Notable qualities include a significant population-based sample collected over three years, providing a unique longitudinal perspective on a massive, recurring gathering. The integration of operational, clinical, and demographic data from a border health system under real-world situations gives high external validity for comparable scenarios (24, 30). Furthermore, using laboratory confirmation for major infections (such as COVID-19, El Tor, influenza, measles, and dengue) improves the accuracy of trend studies for these diseases.
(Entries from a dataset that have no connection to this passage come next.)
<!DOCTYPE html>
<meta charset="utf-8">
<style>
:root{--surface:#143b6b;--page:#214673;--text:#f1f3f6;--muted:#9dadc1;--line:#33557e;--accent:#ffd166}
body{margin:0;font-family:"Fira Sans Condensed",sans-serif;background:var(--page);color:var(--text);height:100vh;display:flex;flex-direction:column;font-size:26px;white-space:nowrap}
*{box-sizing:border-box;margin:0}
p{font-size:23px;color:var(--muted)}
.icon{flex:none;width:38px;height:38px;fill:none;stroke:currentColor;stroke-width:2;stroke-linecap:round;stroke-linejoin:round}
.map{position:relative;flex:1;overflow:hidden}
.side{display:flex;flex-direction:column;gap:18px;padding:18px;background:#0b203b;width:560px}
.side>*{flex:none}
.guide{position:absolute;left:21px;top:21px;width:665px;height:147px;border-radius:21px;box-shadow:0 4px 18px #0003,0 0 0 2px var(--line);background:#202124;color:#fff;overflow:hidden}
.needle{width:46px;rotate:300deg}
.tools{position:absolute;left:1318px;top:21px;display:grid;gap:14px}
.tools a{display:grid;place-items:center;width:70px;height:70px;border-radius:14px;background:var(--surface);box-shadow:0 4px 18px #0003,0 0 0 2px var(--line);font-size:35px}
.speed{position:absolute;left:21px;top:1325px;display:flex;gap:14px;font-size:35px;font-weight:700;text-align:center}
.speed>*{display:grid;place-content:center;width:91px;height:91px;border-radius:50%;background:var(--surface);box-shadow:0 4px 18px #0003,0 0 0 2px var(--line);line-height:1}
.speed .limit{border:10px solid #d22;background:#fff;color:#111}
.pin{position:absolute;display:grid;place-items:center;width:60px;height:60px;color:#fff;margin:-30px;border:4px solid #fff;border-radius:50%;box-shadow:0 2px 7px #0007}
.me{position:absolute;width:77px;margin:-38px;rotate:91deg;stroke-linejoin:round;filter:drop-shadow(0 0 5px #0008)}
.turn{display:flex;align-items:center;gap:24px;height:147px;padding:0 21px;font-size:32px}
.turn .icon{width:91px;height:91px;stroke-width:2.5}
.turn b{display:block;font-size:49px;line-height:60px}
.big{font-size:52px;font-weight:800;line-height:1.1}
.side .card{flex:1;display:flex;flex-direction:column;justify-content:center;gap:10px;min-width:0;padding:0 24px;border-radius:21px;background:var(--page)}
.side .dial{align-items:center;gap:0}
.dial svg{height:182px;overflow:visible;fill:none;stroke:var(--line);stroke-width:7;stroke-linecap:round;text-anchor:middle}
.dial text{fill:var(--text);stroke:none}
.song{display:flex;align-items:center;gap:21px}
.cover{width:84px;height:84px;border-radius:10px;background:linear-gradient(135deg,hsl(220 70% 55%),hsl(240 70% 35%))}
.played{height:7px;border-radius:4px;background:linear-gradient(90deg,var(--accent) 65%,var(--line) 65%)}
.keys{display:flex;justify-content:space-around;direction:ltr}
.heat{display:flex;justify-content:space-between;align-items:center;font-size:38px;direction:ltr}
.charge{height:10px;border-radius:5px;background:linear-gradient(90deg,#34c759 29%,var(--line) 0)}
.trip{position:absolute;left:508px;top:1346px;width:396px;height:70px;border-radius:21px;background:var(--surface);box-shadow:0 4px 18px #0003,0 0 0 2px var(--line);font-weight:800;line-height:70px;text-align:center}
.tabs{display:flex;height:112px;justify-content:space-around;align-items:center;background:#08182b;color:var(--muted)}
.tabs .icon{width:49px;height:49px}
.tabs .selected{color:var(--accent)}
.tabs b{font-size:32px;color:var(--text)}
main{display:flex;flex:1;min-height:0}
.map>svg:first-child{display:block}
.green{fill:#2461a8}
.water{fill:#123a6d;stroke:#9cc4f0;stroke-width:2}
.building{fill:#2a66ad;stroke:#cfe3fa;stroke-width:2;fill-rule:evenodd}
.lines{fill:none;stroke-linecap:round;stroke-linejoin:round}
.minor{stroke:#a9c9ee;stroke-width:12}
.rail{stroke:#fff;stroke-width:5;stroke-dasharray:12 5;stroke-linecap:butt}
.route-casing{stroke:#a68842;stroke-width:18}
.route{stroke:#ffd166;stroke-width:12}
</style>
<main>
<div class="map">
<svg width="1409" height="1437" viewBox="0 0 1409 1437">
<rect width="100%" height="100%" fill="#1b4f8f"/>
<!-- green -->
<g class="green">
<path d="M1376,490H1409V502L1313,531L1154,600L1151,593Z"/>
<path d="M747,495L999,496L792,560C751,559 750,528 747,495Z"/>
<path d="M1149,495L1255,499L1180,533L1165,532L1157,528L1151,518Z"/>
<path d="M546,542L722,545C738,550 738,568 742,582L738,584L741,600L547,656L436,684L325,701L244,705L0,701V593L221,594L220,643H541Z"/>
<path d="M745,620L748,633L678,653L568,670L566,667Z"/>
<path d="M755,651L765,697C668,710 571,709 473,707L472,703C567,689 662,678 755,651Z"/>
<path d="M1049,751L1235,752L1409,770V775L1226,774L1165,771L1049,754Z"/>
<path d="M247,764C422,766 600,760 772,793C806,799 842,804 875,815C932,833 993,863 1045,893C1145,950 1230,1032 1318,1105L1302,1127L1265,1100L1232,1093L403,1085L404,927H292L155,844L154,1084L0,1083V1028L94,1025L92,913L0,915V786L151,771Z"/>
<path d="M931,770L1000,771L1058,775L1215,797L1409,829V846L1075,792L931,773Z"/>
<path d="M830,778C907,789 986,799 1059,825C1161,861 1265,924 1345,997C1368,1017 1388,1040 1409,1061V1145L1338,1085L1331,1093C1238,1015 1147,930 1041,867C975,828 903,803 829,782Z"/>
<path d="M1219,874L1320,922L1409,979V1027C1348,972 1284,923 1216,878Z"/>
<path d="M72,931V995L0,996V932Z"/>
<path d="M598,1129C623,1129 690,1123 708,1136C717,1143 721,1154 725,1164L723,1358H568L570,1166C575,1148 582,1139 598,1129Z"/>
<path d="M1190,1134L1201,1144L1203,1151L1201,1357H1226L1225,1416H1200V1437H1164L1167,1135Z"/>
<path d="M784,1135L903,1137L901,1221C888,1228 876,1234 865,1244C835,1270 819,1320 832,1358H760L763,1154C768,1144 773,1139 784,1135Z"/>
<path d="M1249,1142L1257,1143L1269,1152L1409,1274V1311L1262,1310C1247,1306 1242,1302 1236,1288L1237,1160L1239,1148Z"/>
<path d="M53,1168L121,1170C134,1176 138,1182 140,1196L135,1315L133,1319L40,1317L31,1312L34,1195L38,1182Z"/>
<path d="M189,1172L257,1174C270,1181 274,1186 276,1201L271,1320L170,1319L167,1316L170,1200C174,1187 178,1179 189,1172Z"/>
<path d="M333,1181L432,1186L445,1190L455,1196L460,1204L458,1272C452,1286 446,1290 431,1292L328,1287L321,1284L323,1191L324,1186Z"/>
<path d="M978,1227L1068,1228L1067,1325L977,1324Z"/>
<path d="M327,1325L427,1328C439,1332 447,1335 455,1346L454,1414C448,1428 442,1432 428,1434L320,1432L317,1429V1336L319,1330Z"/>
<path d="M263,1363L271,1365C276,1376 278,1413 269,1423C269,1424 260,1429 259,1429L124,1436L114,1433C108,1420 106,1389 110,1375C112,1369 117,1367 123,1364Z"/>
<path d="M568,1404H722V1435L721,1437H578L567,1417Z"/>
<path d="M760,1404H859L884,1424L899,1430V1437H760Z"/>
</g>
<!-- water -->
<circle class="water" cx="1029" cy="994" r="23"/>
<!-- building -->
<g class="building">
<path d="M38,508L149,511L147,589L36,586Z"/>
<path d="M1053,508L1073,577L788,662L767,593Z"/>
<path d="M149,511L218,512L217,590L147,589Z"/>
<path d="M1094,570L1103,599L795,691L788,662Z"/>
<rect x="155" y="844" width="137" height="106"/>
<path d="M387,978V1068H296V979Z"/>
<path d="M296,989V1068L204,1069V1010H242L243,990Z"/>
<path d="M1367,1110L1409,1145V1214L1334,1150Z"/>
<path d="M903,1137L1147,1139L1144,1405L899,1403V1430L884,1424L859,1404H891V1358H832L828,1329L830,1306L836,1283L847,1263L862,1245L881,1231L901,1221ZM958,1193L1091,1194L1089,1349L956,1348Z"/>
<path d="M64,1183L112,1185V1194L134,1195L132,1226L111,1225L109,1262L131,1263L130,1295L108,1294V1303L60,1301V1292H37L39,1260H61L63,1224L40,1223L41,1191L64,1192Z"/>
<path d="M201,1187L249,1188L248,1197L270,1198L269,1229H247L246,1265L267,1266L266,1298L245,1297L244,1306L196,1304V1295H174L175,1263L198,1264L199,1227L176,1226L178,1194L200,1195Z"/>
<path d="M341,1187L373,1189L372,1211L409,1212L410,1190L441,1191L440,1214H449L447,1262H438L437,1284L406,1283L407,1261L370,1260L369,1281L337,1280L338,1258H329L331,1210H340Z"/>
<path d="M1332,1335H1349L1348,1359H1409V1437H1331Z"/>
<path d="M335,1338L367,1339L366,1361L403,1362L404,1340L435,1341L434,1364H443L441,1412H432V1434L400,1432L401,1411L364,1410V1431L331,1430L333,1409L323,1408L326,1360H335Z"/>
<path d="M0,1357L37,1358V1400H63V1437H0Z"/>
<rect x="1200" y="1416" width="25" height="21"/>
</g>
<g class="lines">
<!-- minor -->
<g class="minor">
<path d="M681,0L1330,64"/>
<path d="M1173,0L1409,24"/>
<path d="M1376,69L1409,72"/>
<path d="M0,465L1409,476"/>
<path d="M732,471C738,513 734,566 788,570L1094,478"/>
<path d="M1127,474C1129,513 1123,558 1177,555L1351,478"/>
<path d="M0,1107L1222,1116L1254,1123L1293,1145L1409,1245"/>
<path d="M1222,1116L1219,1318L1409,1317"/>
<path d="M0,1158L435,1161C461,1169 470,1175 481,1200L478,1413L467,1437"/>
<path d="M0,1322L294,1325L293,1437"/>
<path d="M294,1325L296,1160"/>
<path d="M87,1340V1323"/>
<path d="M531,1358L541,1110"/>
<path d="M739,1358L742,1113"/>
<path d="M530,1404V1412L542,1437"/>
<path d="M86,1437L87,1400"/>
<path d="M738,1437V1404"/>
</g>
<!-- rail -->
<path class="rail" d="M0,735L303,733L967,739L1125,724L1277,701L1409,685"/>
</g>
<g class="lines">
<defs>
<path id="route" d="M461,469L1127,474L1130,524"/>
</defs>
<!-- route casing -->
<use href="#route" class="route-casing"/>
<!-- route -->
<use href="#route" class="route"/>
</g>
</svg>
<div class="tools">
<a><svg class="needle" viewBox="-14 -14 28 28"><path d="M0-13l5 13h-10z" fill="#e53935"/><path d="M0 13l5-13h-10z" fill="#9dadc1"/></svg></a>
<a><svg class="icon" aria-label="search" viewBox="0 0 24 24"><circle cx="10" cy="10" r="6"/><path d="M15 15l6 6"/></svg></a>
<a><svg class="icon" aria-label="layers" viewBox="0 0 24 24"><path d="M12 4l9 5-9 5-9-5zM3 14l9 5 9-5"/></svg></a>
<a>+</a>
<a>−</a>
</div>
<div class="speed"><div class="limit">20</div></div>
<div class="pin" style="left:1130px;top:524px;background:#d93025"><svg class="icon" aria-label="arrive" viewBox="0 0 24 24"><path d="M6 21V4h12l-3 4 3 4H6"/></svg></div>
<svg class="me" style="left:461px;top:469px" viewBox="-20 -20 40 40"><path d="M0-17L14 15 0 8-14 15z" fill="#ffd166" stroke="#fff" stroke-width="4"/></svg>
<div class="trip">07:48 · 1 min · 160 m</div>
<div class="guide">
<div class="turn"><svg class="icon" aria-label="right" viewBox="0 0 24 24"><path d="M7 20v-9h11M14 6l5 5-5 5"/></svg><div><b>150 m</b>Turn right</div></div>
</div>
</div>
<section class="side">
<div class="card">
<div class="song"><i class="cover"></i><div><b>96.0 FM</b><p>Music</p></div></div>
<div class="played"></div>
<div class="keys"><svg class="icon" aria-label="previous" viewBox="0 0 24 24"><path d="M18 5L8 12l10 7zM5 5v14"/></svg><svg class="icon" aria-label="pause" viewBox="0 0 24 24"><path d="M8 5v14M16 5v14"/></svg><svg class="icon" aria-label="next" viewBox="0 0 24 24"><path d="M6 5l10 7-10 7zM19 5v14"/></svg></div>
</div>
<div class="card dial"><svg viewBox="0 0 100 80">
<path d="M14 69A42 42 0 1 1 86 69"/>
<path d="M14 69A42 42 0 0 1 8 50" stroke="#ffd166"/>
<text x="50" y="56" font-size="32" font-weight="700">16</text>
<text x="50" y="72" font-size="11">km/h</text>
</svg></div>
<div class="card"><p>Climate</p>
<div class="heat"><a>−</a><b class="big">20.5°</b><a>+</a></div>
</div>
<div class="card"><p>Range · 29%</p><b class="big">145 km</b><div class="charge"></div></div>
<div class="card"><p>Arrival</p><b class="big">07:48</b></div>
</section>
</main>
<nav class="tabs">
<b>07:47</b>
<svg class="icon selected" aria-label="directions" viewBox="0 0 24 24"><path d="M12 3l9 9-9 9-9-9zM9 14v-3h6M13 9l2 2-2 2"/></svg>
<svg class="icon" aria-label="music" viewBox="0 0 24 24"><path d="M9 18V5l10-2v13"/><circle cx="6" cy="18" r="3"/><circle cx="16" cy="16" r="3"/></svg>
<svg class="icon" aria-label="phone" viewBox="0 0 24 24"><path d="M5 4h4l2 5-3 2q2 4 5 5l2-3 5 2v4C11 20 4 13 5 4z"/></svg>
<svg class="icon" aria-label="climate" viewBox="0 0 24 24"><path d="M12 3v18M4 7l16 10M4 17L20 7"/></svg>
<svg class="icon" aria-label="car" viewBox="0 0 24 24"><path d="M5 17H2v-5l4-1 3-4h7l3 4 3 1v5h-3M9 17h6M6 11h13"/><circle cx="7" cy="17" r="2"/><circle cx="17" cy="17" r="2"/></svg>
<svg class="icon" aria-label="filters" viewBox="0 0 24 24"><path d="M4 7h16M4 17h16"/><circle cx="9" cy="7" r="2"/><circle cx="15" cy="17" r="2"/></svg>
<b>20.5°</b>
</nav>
Finally, the strategy established at the Mehran border can serve as a model for cross-border health diplomacy around the world. Success in disease control shows that managing biological hazards during international gatherings necessitates a transition from passive to active surveillance and data sharing between source and destination countries. Arbaeen is more than just a religious event; it is also a living epidemiological laboratory, demonstrating that global health security can be achieved through the intelligent integration of meticulous surveillance, environmental interventions, and resource mobilization, even under challenging conditions.

This study found that implementing an integrated model of active surveillance, health education, and environmental interventions was effective in controlling communicable diseases at one of the world's largest public gatherings. During the study period, we found that this technique reduced cholera (El Tor) cases by 91 percent and respiratory syndromes by 60 percent. These findings clearly address the primary research objectives and confirm the effectiveness of structured interventions in real-world settings with extremely high population density. Our findings support and extend previous research on mass collecting medicine. The direct impact of a 72 percent increase in human resources on a 54 percent improvement in case detection, combined with the strong negative correlation between preventive measures (such as education and mask distribution) and disease incidence, provides valuable operational insights for future health response design. Despite these achievements, results should be evaluated in light of limitations such as reliance on operational secondary data and considerable changes in resource deployment levels over the years. This integrated model provides a strong and transferable framework for national and international health policymakers and planners to strengthen the resilience of health systems to pandemic threats at future large-scale meetings. Future research should focus on integrating real-time surveillance systems and conducting cost-effectiveness assessments of these interventions to enhance their precision and efficiency across various environments.